Bowie, 16, was singing I Never Dreamed on tape, which was turned down by music firm
Mon 23 Jul 2018
Long before Aladdin Sane or Ziggy Stardust, a skinny 16-year-old with ambitions to be a saxophonist agreed to do lead vocals on a demo track, in a small studio in south London. Now the only known recording of the resulting session, with David Bowie singing I Never Dreamed with his first band, The Konrads, has resurfaced in an old bread basket, and is expected to fetch £10,000 at auction.
The record company evidently failed to recognise the potential of the voice that would become one of the most famous of the 20th century. The Konrads did not win the longed-for audition with Decca, although the record company did give them a trial later that year – and turned them down – soon before Bowie left the band citing artistic differences.
The tape was rediscovered by David Hadfield, who was slightly older than the other Konrads, and who was both their drummer and manager. He found it when moving home, stashed in an old bread basket that had belonged to his grandfather along with a host of other material including booking forms, photographs, promotional sketches, letters and bills, in a loft above the garage.
Hadfield, who went on to make a career in the music industry, recalled that the Konrads’ agent, Eric Easton, who also managed another obscure young band called the Rolling Stones, asked them to make a demo, so he booked a session at RG Jones in Morden.
Bowie, then David Jones, before he changed his name to avoid confusion with the Monkees’ teen idol Davy Jones, and a few other band members, including Alan Dodds who became a vicar, wrote some songs for the session.
Hadfield recalled: “We had decided that we would do a couple of guitar instrumentals and one original song. I chose I Never Dreamed as it was the strongest, the other two were a bit weak. I also decided that David
was the best person to sing it and give the right interpretation. So this became the very first recording of David Jones singing 55 years ago.

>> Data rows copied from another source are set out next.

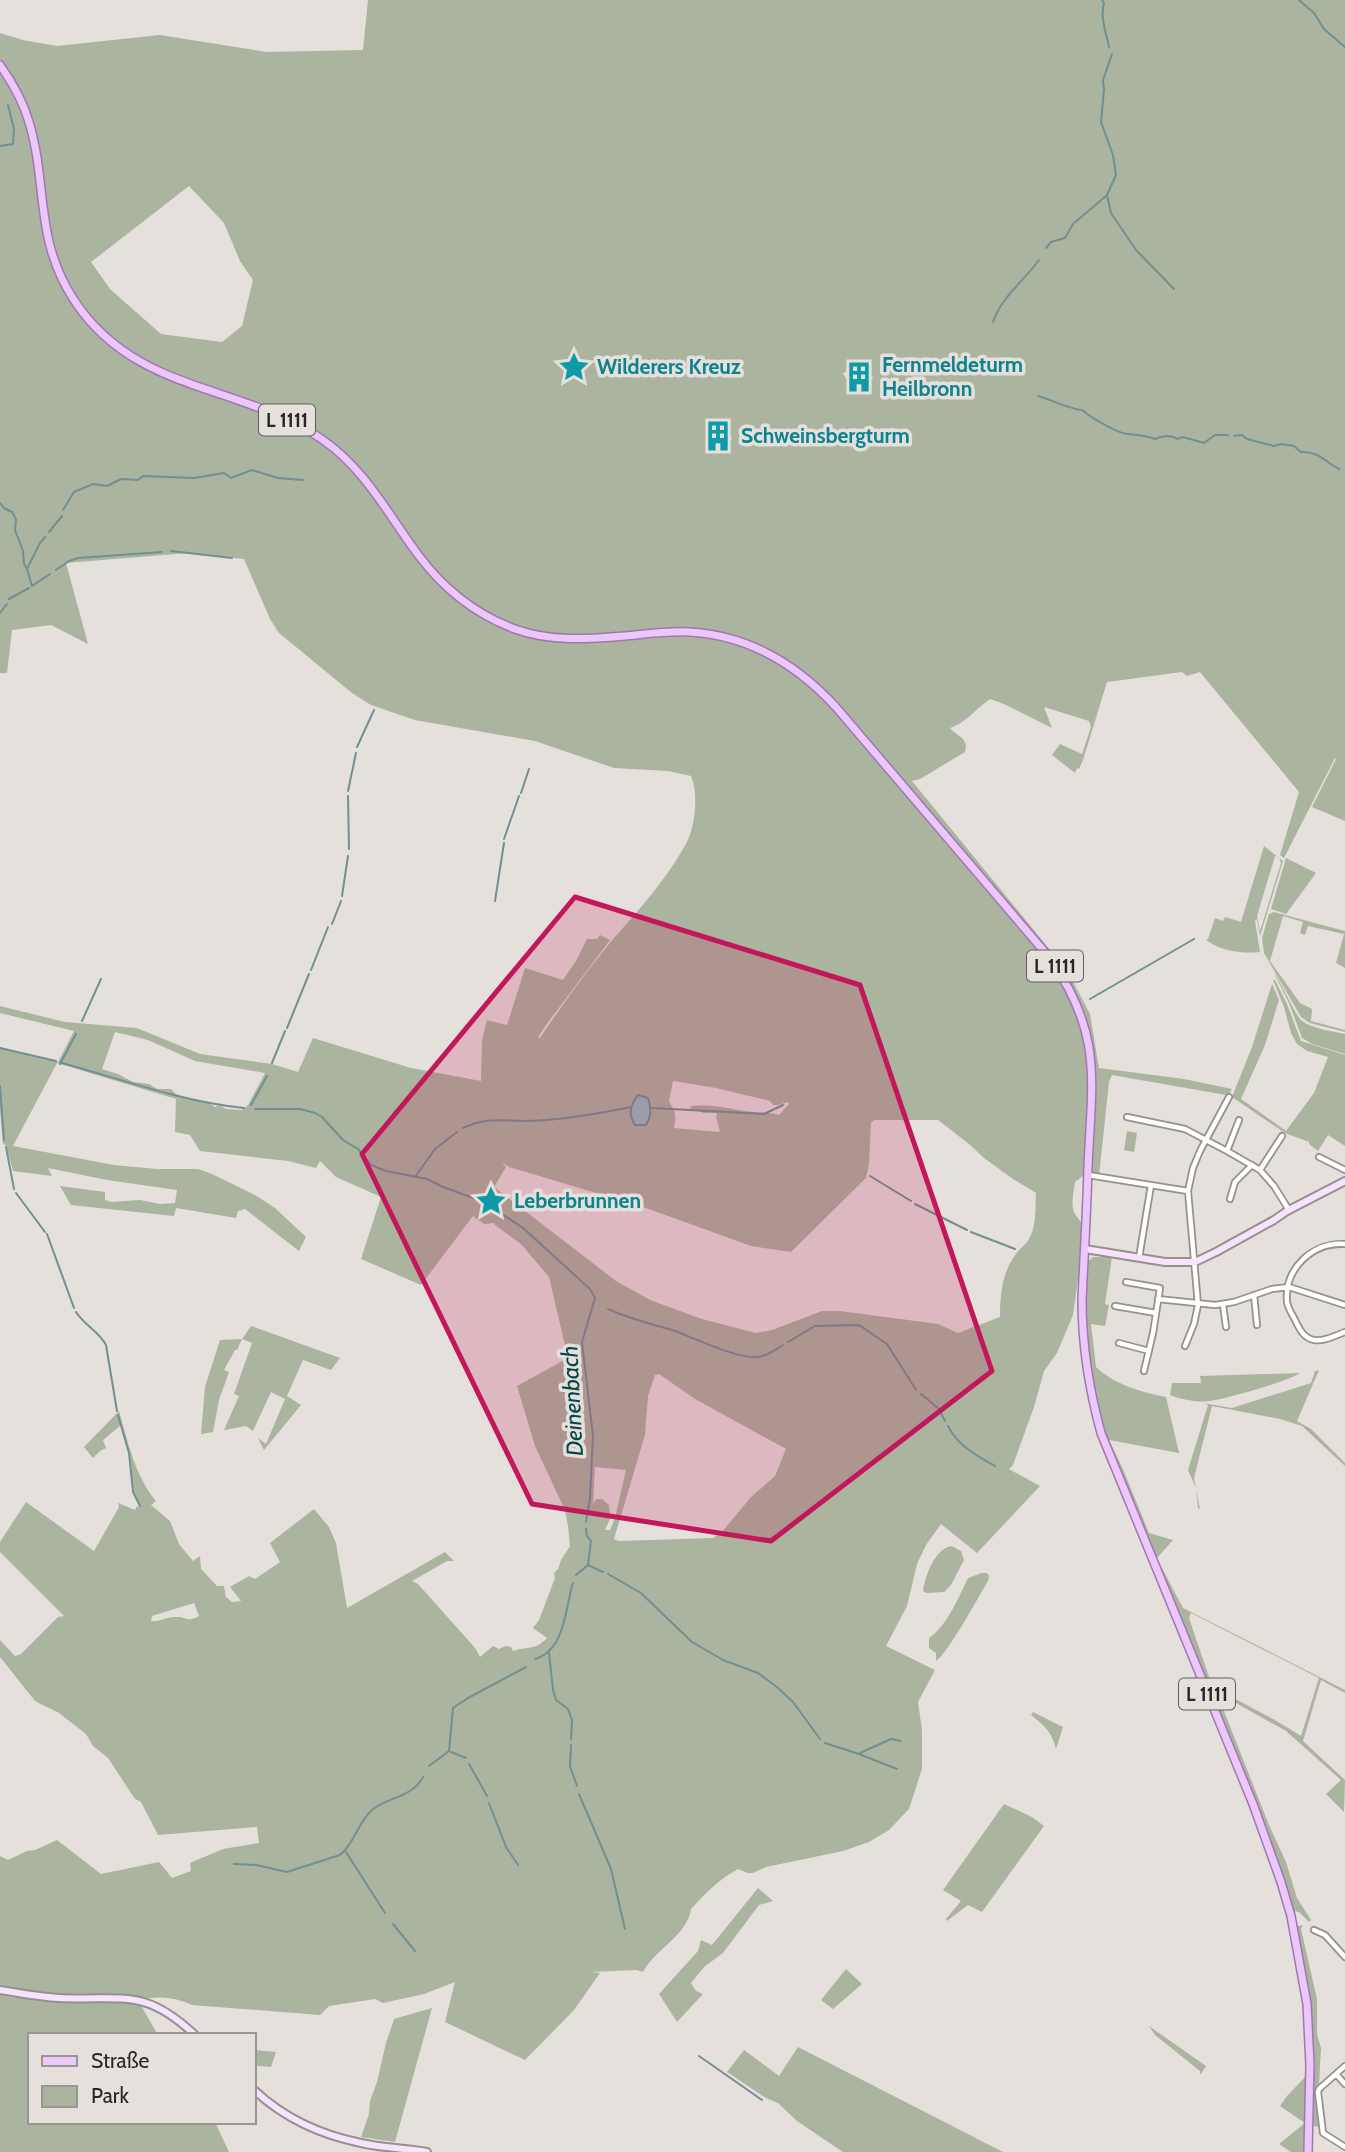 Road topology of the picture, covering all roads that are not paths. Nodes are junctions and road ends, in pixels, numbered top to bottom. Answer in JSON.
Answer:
{"nodes":[{"id":1,"x":0,"y":65,"type":"edge"},
{"id":2,"x":1229,"y":1097,"type":"dead end"},
{"id":3,"x":1127,"y":1117,"type":"dead end"},
{"id":4,"x":1239,"y":1120,"type":"dead end"},
{"id":5,"x":1282,"y":1136,"type":"dead end"},
{"id":6,"x":1206,"y":1139,"type":"junction"},
{"id":7,"x":1227,"y":1150,"type":"junction"},
{"id":8,"x":1319,"y":1157,"type":"dead end"},
{"id":9,"x":1252,"y":1164,"type":"junction"},
{"id":10,"x":1260,"y":1170,"type":"junction"},
{"id":11,"x":1345,"y":1170,"type":"edge"},
{"id":12,"x":1088,"y":1175,"type":"junction"},
{"id":13,"x":1345,"y":1181,"type":"edge"},
{"id":14,"x":1151,"y":1185,"type":"junction"},
{"id":15,"x":1188,"y":1191,"type":"junction"},
{"id":16,"x":1230,"y":1199,"type":"dead end"},
{"id":17,"x":1289,"y":1210,"type":"junction"},
{"id":18,"x":1345,"y":1244,"type":"edge"},
{"id":19,"x":1084,"y":1249,"type":"junction"},
{"id":20,"x":1139,"y":1258,"type":"junction"},
{"id":21,"x":1195,"y":1262,"type":"junction"},
{"id":22,"x":1126,"y":1282,"type":"dead end"},
{"id":23,"x":1289,"y":1287,"type":"junction"},
{"id":24,"x":1254,"y":1295,"type":"junction"},
{"id":25,"x":1158,"y":1298,"type":"junction"},
{"id":26,"x":1198,"y":1305,"type":"junction"},
{"id":27,"x":1223,"y":1305,"type":"junction"},
{"id":28,"x":1345,"y":1305,"type":"edge"},
{"id":29,"x":1115,"y":1306,"type":"dead end"},
{"id":30,"x":1156,"y":1313,"type":"junction"},
{"id":31,"x":1257,"y":1325,"type":"dead end"},
{"id":32,"x":1226,"y":1326,"type":"dead end"},
{"id":33,"x":1345,"y":1332,"type":"edge"},
{"id":34,"x":1119,"y":1343,"type":"dead end"},
{"id":35,"x":1185,"y":1346,"type":"dead end"},
{"id":36,"x":1149,"y":1352,"type":"junction"},
{"id":37,"x":1144,"y":1371,"type":"dead end"},
{"id":38,"x":1314,"y":1930,"type":"dead end"},
{"id":39,"x":1345,"y":1957,"type":"edge"},
{"id":40,"x":0,"y":1990,"type":"edge"},
{"id":41,"x":193,"y":2033,"type":"edge"},
{"id":42,"x":1345,"y":2066,"type":"edge"},
{"id":43,"x":1336,"y":2074,"type":"junction"},
{"id":44,"x":1345,"y":2084,"type":"edge"},
{"id":45,"x":256,"y":2092,"type":"edge"},
{"id":46,"x":1345,"y":2147,"type":"edge"},
{"id":47,"x":427,"y":2152,"type":"edge"},
{"id":48,"x":1308,"y":2152,"type":"edge"}],
"edges":[{"from":1,"to":12,"type":"main road","number":"L 1111"},
{"from":2,"to":6,"type":"street"},
{"from":3,"to":6,"type":"street"},
{"from":4,"to":7,"type":"street"},
{"from":5,"to":10,"type":"street"},
{"from":6,"to":7,"type":"street"},
{"from":6,"to":15,"type":"street"},
{"from":7,"to":9,"type":"street"},
{"from":8,"to":11,"type":"street"},
{"from":9,"to":10,"type":"street"},
{"from":9,"to":16,"type":"street"},
{"from":10,"to":17,"type":"street"},
{"from":12,"to":14,"type":"street"},
{"from":12,"to":19,"type":"main road","number":"L 1111"},
{"from":13,"to":17,"type":"main road"},
{"from":14,"to":15,"type":"street"},
{"from":14,"to":20,"type":"street"},
{"from":15,"to":21,"type":"street"},
{"from":17,"to":21,"type":"main road"},
{"from":18,"to":23,"type":"street"},
{"from":19,"to":20,"type":"main road"},
{"from":19,"to":48,"type":"main road","number":"L 1111"},
{"from":20,"to":21,"type":"main road"},
{"from":21,"to":26,"type":"street"},
{"from":22,"to":25,"type":"street"},
{"from":23,"to":24,"type":"street"},
{"from":23,"to":28,"type":"street"},
{"from":23,"to":33,"type":"street"},
{"from":24,"to":27,"type":"street"},
{"from":24,"to":31,"type":"street"},
{"from":25,"to":26,"type":"street"},
{"from":25,"to":30,"type":"street"},
{"from":26,"to":27,"type":"street"},
{"from":26,"to":35,"type":"street"},
{"from":27,"to":32,"type":"street"},
{"from":29,"to":30,"type":"street"},
{"from":30,"to":36,"type":"street"},
{"from":34,"to":36,"type":"street"},
{"from":36,"to":37,"type":"street"},
{"from":38,"to":39,"type":"street"},
{"from":40,"to":41,"type":"main road"},
{"from":42,"to":43,"type":"street"},
{"from":43,"to":44,"type":"street"},
{"from":43,"to":46,"type":"street"},
{"from":45,"to":47,"type":"main road"}]} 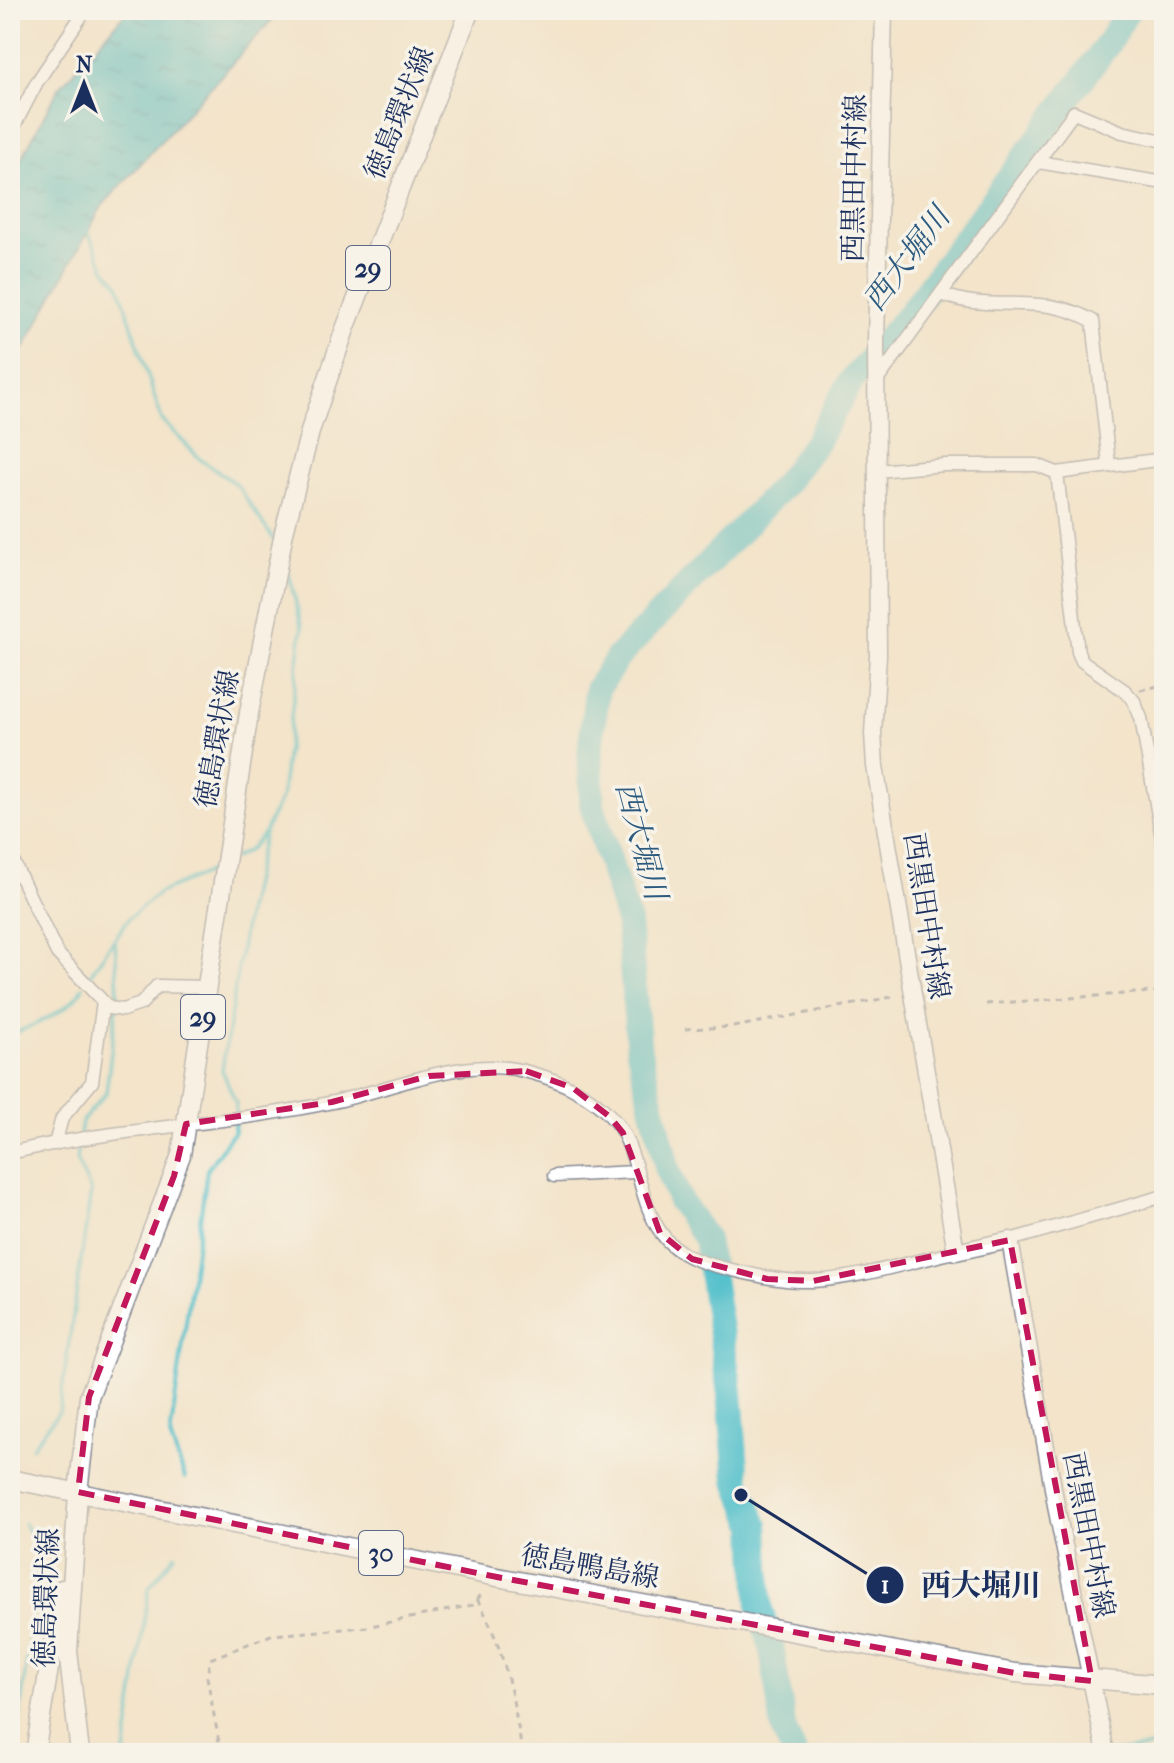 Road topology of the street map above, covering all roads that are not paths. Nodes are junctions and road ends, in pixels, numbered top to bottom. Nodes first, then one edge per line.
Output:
1 (81, 10) edge
2 (470, 10) edge
3 (884, 10) edge
4 (10, 134) edge
5 (1164, 141) edge
6 (1038, 162) junction
7 (1164, 183) edge
8 (941, 294) junction
9 (876, 382) junction
10 (1164, 459) edge
11 (1109, 464) junction
12 (877, 471) junction
13 (1057, 473) junction
14 (1164, 850) edge
15 (10, 855) edge
16 (208, 987) junction
17 (103, 1002) junction
18 (186, 1124) junction
19 (55, 1144) junction
20 (10, 1153) edge
21 (635, 1172) junction
22 (554, 1176) dead end
23 (1164, 1196) edge
24 (1010, 1240) junction
25 (956, 1252) junction
26 (10, 1479) edge
27 (78, 1492) junction
28 (1092, 1681) junction
29 (1164, 1685) edge
30 (1106, 1752) edge
31 (35, 1753) edge
32 (80, 1753) edge

1 - 4 street
2 - 16 main road, 徳島環状線 / 29
3 - 9 main road, 西黒田中村線
5 - 6 street
6 - 7 street
6 - 8 street
8 - 9 street
8 - 11 street
9 - 12 main road, 西黒田中村線
10 - 11 street
11 - 13 street
12 - 13 street
12 - 25 main road, 西黒田中村線
13 - 14 street
15 - 17 street
16 - 17 street
16 - 18 main road, 徳島環状線 / 29
17 - 19 street
18 - 19 street
18 - 21 street
18 - 27 main road, 徳島環状線 / 29
19 - 20 street
21 - 22 street
21 - 25 street
23 - 24 street
24 - 25 main road
24 - 28 main road, 西黒田中村線
26 - 27 main road, 徳島鴨島線 / 30
27 - 28 main road, 徳島鴨島線 / 30
27 - 31 main road, 徳島環状線 / 29
27 - 32 main road, 徳島環状線 / 29
28 - 29 main road, 徳島鴨島線 / 30
28 - 30 main road, 西黒田中村線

The first studio recording of David Bowie from 1963, when he was playing with The Konrads. Photograph: Omega Auctions/PA
“There is no other recording of the demo featuring David as lead in existence. Decca initially turned us down, but when they eventually gave us an audition later that year, vocalist Roger Ferris was the lead voice and David sang backing harmonies.”
Bowie died of cancer in January 2016, two days after the release on his 69th birthday of his 25th studio album, Blackstar.
The auction of his personal art collection, which included works by Frank Auerbach and Damien Hirst, raised £33m in a two-day sale at Sotheby’s – more than twice the pre-sale estimate.
Hadfield’s memorabilia will be sold by Omega Auctions, in Newton-le-Willows on Merseyside, in September. Auctioneer Paul Fairweather called the tape “completely unique and of great historical interest, being the earliest studio recording of a fledgling musician who would go on to super stardom”.